Clojure collector creates new network_userid for every event

Our Snowplow installation has some sites using the Cloudfront collector, and some using an old version of Clojure (clj-0.6.0-tom-0.0.4).

We have never actually used network_userid in any analytics, so in the course of routine maintenance I ran some queries to see how many network_userid values were repeated across domains.

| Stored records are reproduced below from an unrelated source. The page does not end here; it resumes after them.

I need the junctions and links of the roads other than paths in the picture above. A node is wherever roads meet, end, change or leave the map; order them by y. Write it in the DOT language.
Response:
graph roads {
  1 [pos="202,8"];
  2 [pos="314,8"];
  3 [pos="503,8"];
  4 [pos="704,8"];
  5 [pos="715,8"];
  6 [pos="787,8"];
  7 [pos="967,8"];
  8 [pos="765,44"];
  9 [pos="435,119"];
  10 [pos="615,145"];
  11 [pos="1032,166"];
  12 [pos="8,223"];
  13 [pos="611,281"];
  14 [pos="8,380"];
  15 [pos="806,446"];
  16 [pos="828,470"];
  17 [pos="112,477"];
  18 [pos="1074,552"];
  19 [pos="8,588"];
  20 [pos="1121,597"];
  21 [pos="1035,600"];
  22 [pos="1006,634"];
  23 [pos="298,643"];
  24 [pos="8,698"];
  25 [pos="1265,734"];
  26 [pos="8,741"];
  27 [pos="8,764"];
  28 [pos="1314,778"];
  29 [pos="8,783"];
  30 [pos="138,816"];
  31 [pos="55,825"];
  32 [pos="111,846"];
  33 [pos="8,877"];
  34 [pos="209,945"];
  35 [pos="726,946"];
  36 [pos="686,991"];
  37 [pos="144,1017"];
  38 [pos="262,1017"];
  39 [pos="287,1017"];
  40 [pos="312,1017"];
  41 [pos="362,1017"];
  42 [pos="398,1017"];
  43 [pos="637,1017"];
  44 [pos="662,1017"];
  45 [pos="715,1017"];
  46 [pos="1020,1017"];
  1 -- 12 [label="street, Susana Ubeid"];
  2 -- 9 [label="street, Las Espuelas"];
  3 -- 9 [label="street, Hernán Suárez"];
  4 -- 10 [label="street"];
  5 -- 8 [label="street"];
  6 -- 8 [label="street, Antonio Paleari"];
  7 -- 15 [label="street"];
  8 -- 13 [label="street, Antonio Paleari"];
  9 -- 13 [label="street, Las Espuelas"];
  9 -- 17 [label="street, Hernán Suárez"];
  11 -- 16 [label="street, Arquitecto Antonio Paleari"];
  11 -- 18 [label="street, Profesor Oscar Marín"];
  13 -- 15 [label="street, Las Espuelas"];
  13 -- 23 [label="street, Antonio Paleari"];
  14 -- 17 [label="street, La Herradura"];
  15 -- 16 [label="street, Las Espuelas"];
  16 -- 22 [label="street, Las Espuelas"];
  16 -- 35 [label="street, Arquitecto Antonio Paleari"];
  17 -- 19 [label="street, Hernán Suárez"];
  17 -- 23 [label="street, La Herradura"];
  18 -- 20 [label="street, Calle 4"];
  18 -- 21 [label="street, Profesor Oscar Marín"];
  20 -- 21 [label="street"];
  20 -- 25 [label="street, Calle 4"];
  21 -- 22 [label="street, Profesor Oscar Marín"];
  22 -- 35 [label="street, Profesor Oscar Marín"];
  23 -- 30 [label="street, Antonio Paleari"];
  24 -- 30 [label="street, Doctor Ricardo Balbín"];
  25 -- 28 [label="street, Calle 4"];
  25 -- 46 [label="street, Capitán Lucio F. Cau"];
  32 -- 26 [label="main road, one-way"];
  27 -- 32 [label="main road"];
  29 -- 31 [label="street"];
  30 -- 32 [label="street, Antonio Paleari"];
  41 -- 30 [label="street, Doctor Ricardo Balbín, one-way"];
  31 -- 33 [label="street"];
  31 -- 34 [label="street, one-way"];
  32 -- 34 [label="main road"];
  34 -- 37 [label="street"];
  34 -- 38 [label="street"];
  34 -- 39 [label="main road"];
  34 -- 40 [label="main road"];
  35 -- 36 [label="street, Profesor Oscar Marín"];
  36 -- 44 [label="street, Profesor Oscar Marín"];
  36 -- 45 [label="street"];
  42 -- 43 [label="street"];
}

The surprise was that, not only are network_userids not showing up across domains, they are unique in atomic.events. That is, we are getting a fresh network_userid on every single event, even within domains.:

events=> select count(*), count(distinct event_id) event_ids, count(distinct page_urlhost) hosts, count(distinct domain_userid) domain_userids, count(distinct network_userid) network_userids from atomic.events                                                              
where v_collector = 'clj-0.6.0-tom-0.0.4' and collector_tstamp > '2018-03-01';
  count  | event_ids | hosts | domain_userids | network_userids 
---------+-----------+-------+----------------+-----------------
 4587548 |   4587225 |   113 |         431559 |         4587545

I know many browsers are blocking 3rd party cookies nowadays, but this seems extreme.

So, questions:

  • Is our clojure collector misconfigured? Or maybe our JS tracker code?
  • Would results be different if we updated to the current Clojure collector?
  • More broadly, given that 3rd party cookies are in decline, should we just bail on clojure and use the Cloudfront collector exclusively?

Any advice appreciated!

Provided browser blocks 3rd party cookies, every new page viewed will generate new network_userid. This is normal :wink:

I would not change “active” collector to logs again. Especially if you see development being pushed forward into real-time pipeline direction.

1 Like

I understand about browsers blocking 3rd party cookies, but I didn’t expect 100 percent of browsers to be so strict; especially when I have enabled them on my own browser.

I looked at network cookie traffic in Chrome Developer Tools and found the culprit: Our tracker was set up to use a CNAME for the Clojure collector, and the collector was setting the “sp” cookie on its primary hostname.